3. Aux termes, d'une part, de l'article 29 de la loi du 13 juillet 1983 portant droits et obligations des fonctionnaires : " Toute faute commise par un fonctionnaire dans l'exercice ou à l'occasion de l'exercice de ses fonctions l'expose à une sanction disciplinaire sans préjudice, le cas échéant, des peines prévues par la loi pénale ". Aux termes, d'autre part, de l'article 89 de la loi du 26 janvier 1984 : " Les sanctions disciplinaires sont réparties en quatre groupes : (...) Deuxième groupe : abaissement d'échelon ; l'exclusion temporaire de fonctions pour une durée de quatre à quinze jours (...). Troisième groupe : la rétrogradation ; l'exclusion temporaire de fonctions pour une durée de seize jours à deux ans (...) Quatrième groupe : la mise à la retraite d'office ; la révocation (...) ". Aux termes de l'article 91 de la même loi : " Les fonctionnaires qui ont fait l'objet d'une sanction des deuxième, troisième et quatrième groupes peuvent introduire un recours auprès du conseil de discipline départemental ou interdépartemental dans les cas et conditions fixés par un décret en Conseil d'Etat. / L'autorité territoriale ne peut prononcer de sanction plus sévère que celle proposée par le conseil de discipline de recours ". Il appartient au juge de l'excès de pouvoir, saisi de moyens en ce sens, de rechercher si les faits reprochés à un agent public ayant fait l'objet d'une sanction disciplinaire constituent des fautes de nature à justifier une sanction et si la sanction retenue est proportionnée à la gravité de ces fautes. Il lui appartient également de rechercher si la sanction proposée par un conseil de discipline de recours statuant sur le recours d'un fonctionnaire territorial est proportionnée à la gravité des fautes qui lui sont reprochées.

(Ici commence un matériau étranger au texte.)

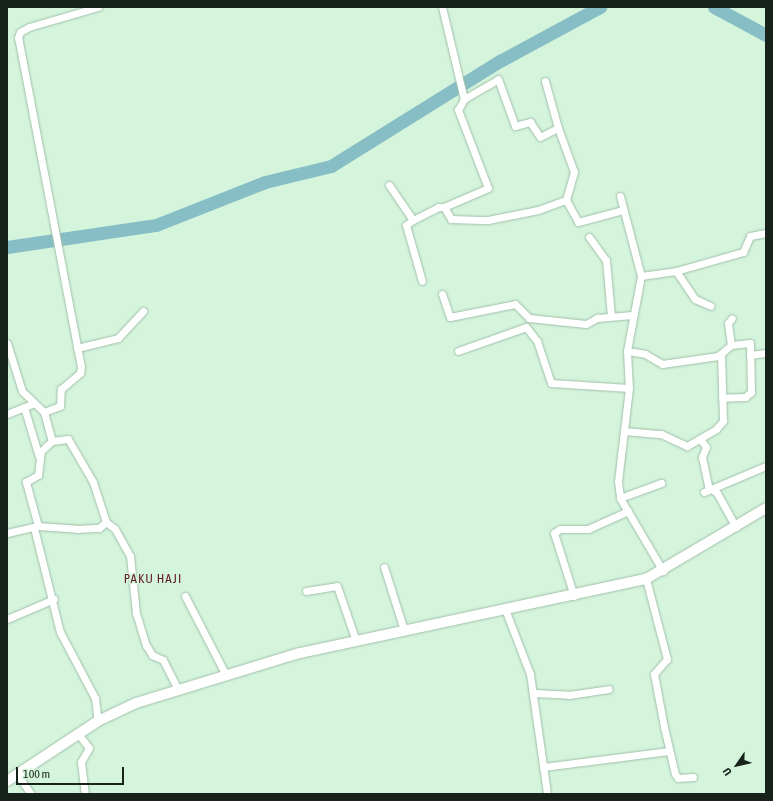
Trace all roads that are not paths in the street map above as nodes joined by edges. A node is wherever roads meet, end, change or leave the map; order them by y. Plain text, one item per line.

4. Il est notamment reproché à Mme D... d'avoir, le 7 septembre 2017, oublié et enfermé dans les locaux de la halte-garderie un enfant qui était sous sa garde et sa surveillance, de ne pas avoir respecté les horaires d'ouverture de l'établissement et de s'être absentée sans autorisation dans l'après-midi. Il lui est également reproché l'absence de mise en place d'une procédure de pointage fiable des enfants à leur sortie de la structure et de contrôle de la présence des enfants au sein de la halte-garderie et d'en avoir exclu des enfants alors qu'ils étaient en période d'adaptation.

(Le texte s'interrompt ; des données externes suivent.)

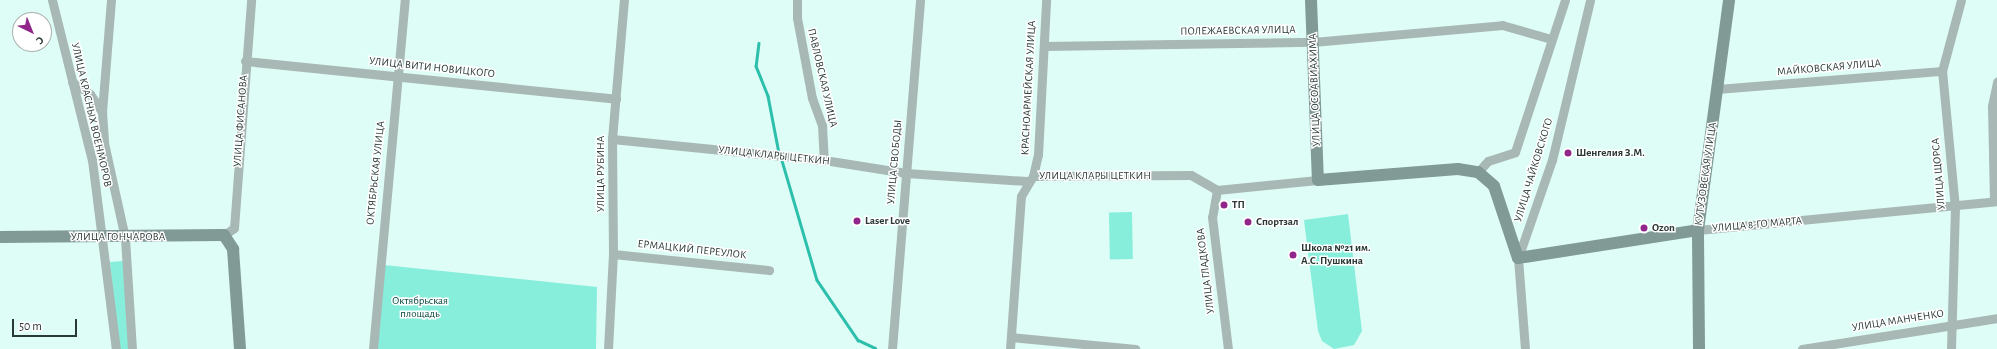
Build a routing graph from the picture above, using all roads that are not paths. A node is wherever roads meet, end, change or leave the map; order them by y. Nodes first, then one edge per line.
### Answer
1 (52, 0) edge
2 (111, 0) edge
3 (251, 0) edge
4 (406, 0) edge
5 (624, 0) edge
6 (797, 0) edge
7 (920, 0) edge
8 (1046, 0) edge
9 (1312, 0) edge
10 (1565, 0) edge
11 (1590, 0) edge
12 (1729, 0) edge
13 (1961, 0) edge
14 (1551, 39) junction
15 (1313, 42) junction
16 (1044, 46) junction
17 (245, 61) junction
18 (1942, 70) junction
19 (398, 77) junction
20 (72, 82) junction
21 (1997, 82) edge
22 (1717, 89) junction
23 (616, 98) junction
24 (102, 112) junction
25 (612, 138) junction
26 (824, 160) junction
27 (1478, 172) junction
28 (906, 173) junction
29 (1030, 178) junction
30 (1318, 180) junction
31 (1217, 190) junction
32 (1996, 201) edge
33 (1955, 208) junction
34 (234, 228) junction
35 (1698, 230) junction
36 (224, 235) junction
37 (0, 237) edge
38 (104, 237) junction
39 (125, 238) junction
40 (233, 246) junction
41 (613, 254) junction
42 (1518, 258) junction
43 (769, 270) dead end
44 (1997, 318) edge
45 (1954, 324) junction
46 (1011, 337) junction
47 (116, 349) edge
48 (132, 349) edge
49 (240, 349) edge
50 (373, 349) edge
51 (608, 349) edge
52 (892, 349) edge
53 (1010, 349) edge
54 (1135, 349) edge
55 (1228, 349) edge
56 (1525, 349) edge
57 (1699, 349) edge
58 (1802, 349) edge
59 (1951, 349) edge

1 - 20 street, УЛИЦА КРАСНЫХ ВОЕНМОРОВ
2 - 24 street
3 - 17 street, УЛИЦА ФИСАНОВА
4 - 19 street, ОКТЯБРЬСКАЯ УЛИЦА
5 - 23 street, УЛИЦА РУБИНА
6 - 26 street, ПАВЛОВСКАЯ УЛИЦА
7 - 28 street, УЛИЦА СВОБОДЫ
8 - 16 street, КРАСНОАРМЕЙСКАЯ УЛИЦА
9 - 15 street, УЛИЦА ОСОАВИАХИМА
10 - 14 street, УЛИЦА ЧАЙКОВСКОГО
11 - 42 street, УЛИЦА ЧАЙКОВСКОГО
12 - 22 street, КУТУЗОВСКАЯ УЛИЦА
13 - 18 street, УЛИЦА ЩОРСА
14 - 15 street, ПОЛЕЖАЕВСКАЯ УЛИЦА
14 - 27 street, УЛИЦА ЧАЙКОВСКОГО
15 - 16 street, ПОЛЕЖАЕВСКАЯ УЛИЦА
15 - 30 street, УЛИЦА ОСОАВИАХИМА
16 - 29 street, КРАСНОАРМЕЙСКАЯ УЛИЦА
17 - 19 street, УЛИЦА ВИТИ НОВИЦКОГО
17 - 34 street, УЛИЦА ФИСАНОВА
18 - 22 street, МАЙКОВСКАЯ УЛИЦА
18 - 33 street, УЛИЦА ЩОРСА
19 - 23 street, УЛИЦА ВИТИ НОВИЦКОГО
19 - 50 street, ОКТЯБРЬСКАЯ УЛИЦА
20 - 24 street
20 - 38 street, УЛИЦА КРАСНЫХ ВОЕНМОРОВ
21 - 32 street
22 - 35 street, КУТУЗОВСКАЯ УЛИЦА
23 - 25 street, УЛИЦА РУБИНА
24 - 39 street
25 - 26 street, УЛИЦА КЛАРЫ ЦЕТКИН
25 - 41 street, УЛИЦА РУБИНА
26 - 28 street, УЛИЦА КЛАРЫ ЦЕТКИН
27 - 30 street
27 - 42 street
28 - 29 street, УЛИЦА КЛАРЫ ЦЕТКИН
28 - 52 street, УЛИЦА СВОБОДЫ
29 - 31 street, УЛИЦА КЛАРЫ ЦЕТКИН
29 - 46 street, КРАСНОАРМЕЙСКАЯ УЛИЦА
30 - 31 street
31 - 55 street, УЛИЦА ГЛАДКОВА
32 - 33 street, УЛИЦА 8-ГО МАРТА
33 - 35 street, УЛИЦА 8-ГО МАРТА
33 - 45 street, УЛИЦА ЩОРСА
34 - 36 street
34 - 40 street, УЛИЦА ФИСАНОВА
35 - 42 street, УЛИЦА 8-ГО МАРТА
35 - 57 street, КУТУЗОВСКАЯ УЛИЦА
36 - 39 street, УЛИЦА ГОНЧАРОВА
36 - 40 street
37 - 38 street, УЛИЦА ГОНЧАРОВА
38 - 39 street, УЛИЦА ГОНЧАРОВА
38 - 47 street, УЛИЦА КРАСНЫХ ВОЕНМОРОВ
39 - 48 street
40 - 49 street
41 - 43 street, ЕРМАЦКИЙ ПЕРЕУЛОК
41 - 51 street, УЛИЦА РУБИНА
42 - 56 street, УЛИЦА ЧАЙКОВСКОГО
44 - 45 street, УЛИЦА МАНЧЕНКО
45 - 58 street, УЛИЦА МАНЧЕНКО
45 - 59 street, УЛИЦА ЩОРСА
46 - 53 street, КРАСНОАРМЕЙСКАЯ УЛИЦА
46 - 54 street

5. En l'absence de dispositions législatives contraires, l'autorité investie du pouvoir disciplinaire, à laquelle il incombe d'établir les faits sur le fondement desquels elle inflige une sanction à un agent public, peut apporter la preuve de ces faits devant le juge administratif par tout moyen. Toutefois, tout employeur public est tenu, vis-à-vis de ses agents, à une obligation de loyauté. Il ne saurait, par suite, fonder une sanction disciplinaire à l'encontre de l'un de ses agents sur des pièces ou documents qu'il a obtenus en méconnaissance de cette obligation, sauf si un intérêt public majeur le justifie. Il appartient au juge administratif, saisi d'une sanction disciplinaire prononcée à l'encontre d'un agent public, d'en apprécier la légalité au regard des seuls pièces ou documents que l'autorité investie du pouvoir disciplinaire pouvait ainsi retenir.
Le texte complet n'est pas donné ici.